Dokument 62010CJ0566

Leitsätze des Urteils

Rechtssache C-566/10 P

Italienische Republik

gegen

Europäische Kommission

„Rechtsmittel — Sprachenregelung — Bekanntmachung von allgemeinen Auswahlverfahren für die Einstellung von Verwaltungsräten und Assistenten — Vollständige Veröffentlichung in drei Amtssprachen — Sprache der Prüfungen — Wahl der zweiten Sprache unter drei Amtssprachen“

Leitsätze – Urteil des Gerichtshofs (Große Kammer) vom 27. November 2012

  1. Europäische Union – Sprachenregelung – Verordnung Nr. 1 – Anwendungsbereich – Beziehungen zwischen den Organen und ihren Bediensteten – Einschluss mangels besonderer Vorschriften

    (Verordnung Nr. 1 des Rates)

  2. Beamte – Auswahlverfahren – Allgemeine Stellenausschreibung – Vollständige Veröffentlichung im Amtsblatt nur in bestimmten Amtssprachen – Unzulässigkeit – Diskriminierung wegen der Sprache – Verletzung des Grundsatzes der Verhältnismäßigkeit – Veröffentlichung der Aktualisierungen oder Änderungen in allen Amtssprachen – Keine Auswirkung

    (Charta der Grundrechte der Europäischen Union, Art. 21; Beamtenstatut, Art. 1d Abs. 1 und Anhang III Art. 1 Abs. 2; Verordnung Nr. 1 des Rates, Art. 5)

  3. Beamte – Auswahlverfahren – Ablauf eines allgemeinen Auswahlverfahrens – Prüfungssprachen – Gleichbehandlung – Anforderung, bestimmte Sprachkenntnisse zu haben – Begründung – Rechtfertigung im Hinblick auf das dienstliche Interesse – Beachtung des Grundsatzes der Verhältnismäßigkeit

    (Beamtenstatut, Art. 1d und Art. 27 erster Gedankenstrich)

  4. Beamte – Klage – Nichtigkeitsurteil – Wirkungen – Nichtigerklärung von Bekanntmachungen allgemeiner Auswahlverfahren – Berechtigtes Vertrauen der ausgewählten Bewerber – Keine Infragestellung der Ergebnisse der Auswahlverfahren

    (Art. 266 AEUV; Beamtenstatut, Art. 91)

  1.  Mangels besonderer Vorschriften für die Beamten und Bediensteten und mangels entsprechender Bestimmungen in den Geschäftsordnungen, die die Organe erlassen können, lässt kein Rechtsakt den Schluss zu, dass das Verhältnis zwischen den Organen und ihren Beamten und Bediensteten, zu dem die Stellenausschreibungen gehören, völlig vom Anwendungsbereich der Verordnung Nr. 1 zur Regelung der Sprachenfrage für die Europäische Wirtschaftsgemeinschaft ausgeschlossen wäre, in deren Art. 1 ausdrücklich geregelt ist, welche Sprachen Arbeitssprachen der Organe sind.

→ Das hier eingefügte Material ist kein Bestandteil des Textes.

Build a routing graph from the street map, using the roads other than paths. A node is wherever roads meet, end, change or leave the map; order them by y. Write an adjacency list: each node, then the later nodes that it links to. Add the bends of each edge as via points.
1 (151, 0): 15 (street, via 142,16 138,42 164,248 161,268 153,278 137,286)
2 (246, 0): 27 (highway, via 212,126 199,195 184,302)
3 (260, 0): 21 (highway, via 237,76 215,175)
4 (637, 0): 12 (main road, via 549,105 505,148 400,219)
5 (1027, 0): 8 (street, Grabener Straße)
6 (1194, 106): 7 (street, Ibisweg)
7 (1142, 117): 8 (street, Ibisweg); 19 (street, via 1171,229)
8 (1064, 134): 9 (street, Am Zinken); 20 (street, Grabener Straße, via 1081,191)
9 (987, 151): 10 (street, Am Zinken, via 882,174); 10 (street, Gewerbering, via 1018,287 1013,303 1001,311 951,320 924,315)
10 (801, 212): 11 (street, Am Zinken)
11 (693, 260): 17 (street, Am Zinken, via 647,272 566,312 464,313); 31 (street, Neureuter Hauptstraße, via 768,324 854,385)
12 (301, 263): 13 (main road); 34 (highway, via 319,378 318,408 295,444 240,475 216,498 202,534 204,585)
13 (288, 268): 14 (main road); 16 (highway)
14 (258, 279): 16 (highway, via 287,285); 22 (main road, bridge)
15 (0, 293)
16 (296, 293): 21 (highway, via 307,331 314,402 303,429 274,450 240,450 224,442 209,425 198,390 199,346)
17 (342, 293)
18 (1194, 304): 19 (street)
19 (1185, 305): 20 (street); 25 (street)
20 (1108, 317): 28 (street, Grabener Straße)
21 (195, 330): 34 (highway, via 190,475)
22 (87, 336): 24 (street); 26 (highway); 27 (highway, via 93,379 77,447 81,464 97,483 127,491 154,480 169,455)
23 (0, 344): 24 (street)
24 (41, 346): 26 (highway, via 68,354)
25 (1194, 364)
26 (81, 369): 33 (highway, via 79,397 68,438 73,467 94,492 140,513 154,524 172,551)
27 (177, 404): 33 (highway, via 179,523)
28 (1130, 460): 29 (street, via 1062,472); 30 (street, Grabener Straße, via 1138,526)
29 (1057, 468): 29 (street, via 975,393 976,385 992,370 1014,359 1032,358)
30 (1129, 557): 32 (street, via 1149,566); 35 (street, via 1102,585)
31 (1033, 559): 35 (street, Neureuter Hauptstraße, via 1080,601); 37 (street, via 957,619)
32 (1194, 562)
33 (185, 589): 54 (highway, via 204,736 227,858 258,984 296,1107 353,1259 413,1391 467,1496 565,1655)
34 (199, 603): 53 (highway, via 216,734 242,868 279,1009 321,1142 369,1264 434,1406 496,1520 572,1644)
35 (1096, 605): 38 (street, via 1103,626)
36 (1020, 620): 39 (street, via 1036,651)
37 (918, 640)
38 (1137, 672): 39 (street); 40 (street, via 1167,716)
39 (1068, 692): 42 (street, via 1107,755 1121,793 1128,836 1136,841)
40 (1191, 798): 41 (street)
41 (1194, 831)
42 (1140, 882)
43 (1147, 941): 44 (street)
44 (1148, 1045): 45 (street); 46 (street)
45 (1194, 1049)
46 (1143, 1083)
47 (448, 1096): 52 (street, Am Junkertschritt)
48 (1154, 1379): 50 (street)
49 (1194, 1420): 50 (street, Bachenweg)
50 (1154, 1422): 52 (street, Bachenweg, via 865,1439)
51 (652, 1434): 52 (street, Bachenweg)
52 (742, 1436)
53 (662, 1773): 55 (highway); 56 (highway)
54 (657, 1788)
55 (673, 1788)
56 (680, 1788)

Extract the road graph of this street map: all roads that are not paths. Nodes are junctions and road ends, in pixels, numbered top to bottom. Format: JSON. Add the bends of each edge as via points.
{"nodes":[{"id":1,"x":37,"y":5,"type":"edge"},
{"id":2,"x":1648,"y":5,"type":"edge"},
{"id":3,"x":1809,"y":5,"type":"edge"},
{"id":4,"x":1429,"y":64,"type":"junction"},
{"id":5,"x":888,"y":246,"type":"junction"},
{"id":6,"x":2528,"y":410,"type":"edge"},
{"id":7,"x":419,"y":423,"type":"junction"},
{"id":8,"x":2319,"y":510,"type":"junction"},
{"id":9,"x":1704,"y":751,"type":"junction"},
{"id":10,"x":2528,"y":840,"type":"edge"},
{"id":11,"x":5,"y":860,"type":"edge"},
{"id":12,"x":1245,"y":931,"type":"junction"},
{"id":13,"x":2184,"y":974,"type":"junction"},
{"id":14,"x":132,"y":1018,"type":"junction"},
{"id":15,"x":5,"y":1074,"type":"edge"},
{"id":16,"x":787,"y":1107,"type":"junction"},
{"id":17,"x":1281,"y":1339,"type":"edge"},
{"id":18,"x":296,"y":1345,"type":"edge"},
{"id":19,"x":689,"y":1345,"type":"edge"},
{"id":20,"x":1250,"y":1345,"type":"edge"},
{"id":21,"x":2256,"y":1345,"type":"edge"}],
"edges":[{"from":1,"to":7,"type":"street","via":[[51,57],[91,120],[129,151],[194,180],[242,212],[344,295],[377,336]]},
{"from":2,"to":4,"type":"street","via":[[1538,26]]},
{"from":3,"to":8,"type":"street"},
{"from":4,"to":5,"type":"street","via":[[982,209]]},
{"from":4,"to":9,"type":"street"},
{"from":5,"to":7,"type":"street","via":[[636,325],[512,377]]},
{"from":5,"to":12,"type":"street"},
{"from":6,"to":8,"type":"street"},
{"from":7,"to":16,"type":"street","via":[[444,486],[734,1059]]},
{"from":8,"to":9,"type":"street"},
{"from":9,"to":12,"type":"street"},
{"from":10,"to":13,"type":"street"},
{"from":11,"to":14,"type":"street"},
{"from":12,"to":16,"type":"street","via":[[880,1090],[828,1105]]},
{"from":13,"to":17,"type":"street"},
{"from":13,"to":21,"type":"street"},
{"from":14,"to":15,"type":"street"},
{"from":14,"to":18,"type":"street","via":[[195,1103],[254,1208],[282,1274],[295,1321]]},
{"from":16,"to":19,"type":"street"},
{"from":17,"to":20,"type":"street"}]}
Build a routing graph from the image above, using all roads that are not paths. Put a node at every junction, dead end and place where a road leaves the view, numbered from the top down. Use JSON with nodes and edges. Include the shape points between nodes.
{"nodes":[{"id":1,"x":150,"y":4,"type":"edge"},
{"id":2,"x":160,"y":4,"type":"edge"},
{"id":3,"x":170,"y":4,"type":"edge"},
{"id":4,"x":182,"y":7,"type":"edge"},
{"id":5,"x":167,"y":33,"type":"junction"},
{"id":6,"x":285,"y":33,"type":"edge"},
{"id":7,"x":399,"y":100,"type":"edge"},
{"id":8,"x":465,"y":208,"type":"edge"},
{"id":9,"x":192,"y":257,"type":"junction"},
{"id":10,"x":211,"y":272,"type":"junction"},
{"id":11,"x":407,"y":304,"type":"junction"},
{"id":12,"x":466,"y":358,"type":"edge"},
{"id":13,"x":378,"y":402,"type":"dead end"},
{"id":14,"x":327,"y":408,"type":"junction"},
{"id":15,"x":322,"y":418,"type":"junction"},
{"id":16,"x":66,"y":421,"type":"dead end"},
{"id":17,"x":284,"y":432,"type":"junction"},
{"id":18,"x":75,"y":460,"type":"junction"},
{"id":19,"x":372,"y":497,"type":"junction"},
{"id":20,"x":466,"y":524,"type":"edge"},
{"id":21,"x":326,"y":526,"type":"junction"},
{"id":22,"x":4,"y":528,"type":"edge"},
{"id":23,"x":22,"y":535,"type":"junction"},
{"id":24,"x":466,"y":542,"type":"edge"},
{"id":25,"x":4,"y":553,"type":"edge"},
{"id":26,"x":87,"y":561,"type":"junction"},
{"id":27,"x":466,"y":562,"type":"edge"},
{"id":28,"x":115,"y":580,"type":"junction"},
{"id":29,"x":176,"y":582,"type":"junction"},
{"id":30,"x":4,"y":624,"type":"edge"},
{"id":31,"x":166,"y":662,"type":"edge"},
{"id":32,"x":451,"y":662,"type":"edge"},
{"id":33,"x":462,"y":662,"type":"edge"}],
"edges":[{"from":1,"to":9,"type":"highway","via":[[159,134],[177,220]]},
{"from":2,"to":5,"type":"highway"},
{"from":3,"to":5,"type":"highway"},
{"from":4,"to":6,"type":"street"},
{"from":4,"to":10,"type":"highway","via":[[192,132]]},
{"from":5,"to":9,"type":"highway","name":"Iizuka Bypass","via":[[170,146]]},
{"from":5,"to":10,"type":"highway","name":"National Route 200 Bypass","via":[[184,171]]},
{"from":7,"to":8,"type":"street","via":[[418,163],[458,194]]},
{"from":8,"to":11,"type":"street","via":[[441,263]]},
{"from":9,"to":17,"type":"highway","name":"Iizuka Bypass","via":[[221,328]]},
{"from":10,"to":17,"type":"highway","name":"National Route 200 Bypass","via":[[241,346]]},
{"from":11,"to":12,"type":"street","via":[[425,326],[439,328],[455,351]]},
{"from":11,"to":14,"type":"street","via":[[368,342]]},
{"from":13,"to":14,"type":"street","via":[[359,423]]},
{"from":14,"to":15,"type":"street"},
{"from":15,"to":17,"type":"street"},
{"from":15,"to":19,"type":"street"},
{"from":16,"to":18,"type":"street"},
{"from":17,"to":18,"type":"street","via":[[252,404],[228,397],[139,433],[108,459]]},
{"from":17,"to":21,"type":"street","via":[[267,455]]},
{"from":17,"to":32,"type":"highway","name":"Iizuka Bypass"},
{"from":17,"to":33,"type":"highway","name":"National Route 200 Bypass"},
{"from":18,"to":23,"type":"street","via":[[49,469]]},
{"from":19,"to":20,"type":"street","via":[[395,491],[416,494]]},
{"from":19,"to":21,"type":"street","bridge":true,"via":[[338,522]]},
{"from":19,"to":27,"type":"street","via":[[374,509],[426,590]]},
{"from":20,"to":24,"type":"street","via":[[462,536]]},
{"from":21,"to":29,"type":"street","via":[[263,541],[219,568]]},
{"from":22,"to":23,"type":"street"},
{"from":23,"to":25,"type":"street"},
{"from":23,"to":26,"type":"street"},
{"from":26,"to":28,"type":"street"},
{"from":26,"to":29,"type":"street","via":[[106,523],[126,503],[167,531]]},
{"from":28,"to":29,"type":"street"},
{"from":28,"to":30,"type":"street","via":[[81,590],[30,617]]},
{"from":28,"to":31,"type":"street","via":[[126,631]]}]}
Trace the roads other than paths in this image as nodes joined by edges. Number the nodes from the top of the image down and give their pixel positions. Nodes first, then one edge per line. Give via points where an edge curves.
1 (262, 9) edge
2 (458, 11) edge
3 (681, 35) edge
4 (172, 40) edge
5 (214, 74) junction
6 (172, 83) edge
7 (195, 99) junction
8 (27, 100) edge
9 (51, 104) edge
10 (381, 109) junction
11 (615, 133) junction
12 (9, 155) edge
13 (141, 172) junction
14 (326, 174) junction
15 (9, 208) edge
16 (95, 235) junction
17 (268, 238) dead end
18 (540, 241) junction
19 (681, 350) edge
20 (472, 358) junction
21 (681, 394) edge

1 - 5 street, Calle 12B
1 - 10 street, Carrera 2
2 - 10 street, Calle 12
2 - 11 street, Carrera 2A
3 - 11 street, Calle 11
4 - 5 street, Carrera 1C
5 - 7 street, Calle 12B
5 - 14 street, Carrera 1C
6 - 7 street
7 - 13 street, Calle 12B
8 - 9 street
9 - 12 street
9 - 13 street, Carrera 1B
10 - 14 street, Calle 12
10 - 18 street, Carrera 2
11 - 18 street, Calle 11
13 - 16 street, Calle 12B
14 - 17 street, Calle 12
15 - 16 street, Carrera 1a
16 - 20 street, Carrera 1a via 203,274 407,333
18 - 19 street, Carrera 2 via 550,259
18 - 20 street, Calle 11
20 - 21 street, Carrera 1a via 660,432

Das gilt erst recht für die Beziehungen zwischen den Organen und den Bewerbern eines externen Auswahlverfahrens, die grundsätzlich weder Beamte noch Bedienstete sind.

    (vgl. Randnrn. 67-69)

  2.  Allgemeine Stellenausschreibungen müssen gemäß Art. 1 Abs. 2 von Anhang III des Statuts in Verbindung mit Art. 5 der Verordnung Nr. 1 zur Regelung der Sprachenfrage für die Europäische Wirtschaftsgemeinschaft, nach dem das Amtsblatt der Europäischen Union in allen Amtssprachen erscheint, vollständig in allen Amtssprachen veröffentlicht werden.

    Da die genannten Bestimmungen keine Ausnahme vorsehen, heilt die spätere Veröffentlichung von nur spärliche Angaben enthaltenden Aktualisierungen oder Änderungen in allen Amtssprachen nicht das Fehlen der vollständigen Veröffentlichung der Stellenausschreibungen im Amtsblatt in allen Amtssprachen. Auch wenn solche Aktualisierungen oder Änderungen eine Reihe von Angaben zum Auswahlverfahren enthält, muss – davon ausgehend, dass die Unionsbürger das Amtsblatt der Europäischen Union in ihrer Muttersprache lesen und diese eine der Amtssprachen der Union ist – ein potenzieller Bewerber, dessen Muttersprache nicht eine der Sprachen ist, in der die Stellenausschreibungen vollständig veröffentlicht wurden, sich jedenfalls dieses Amtsblatt in einer dieser Sprachen beschaffen und die Stellenausschreibung in dieser Sprache lesen, bevor er über seine Teilnahme an einem der Auswahlverfahren entscheidet. Ein solcher Bewerber ist gegenüber einem Bewerber, dessen Muttersprache eine der Sprachen ist, in denen die Stellenausschreibungen vollständig veröffentlicht wurden, benachteiligt, sowohl was das Verstehen dieser Ausschreibungen als auch was die Frist zur Vorbereitung und Absendung einer Anmeldung für die entsprechenden Auswahlverfahren angeht.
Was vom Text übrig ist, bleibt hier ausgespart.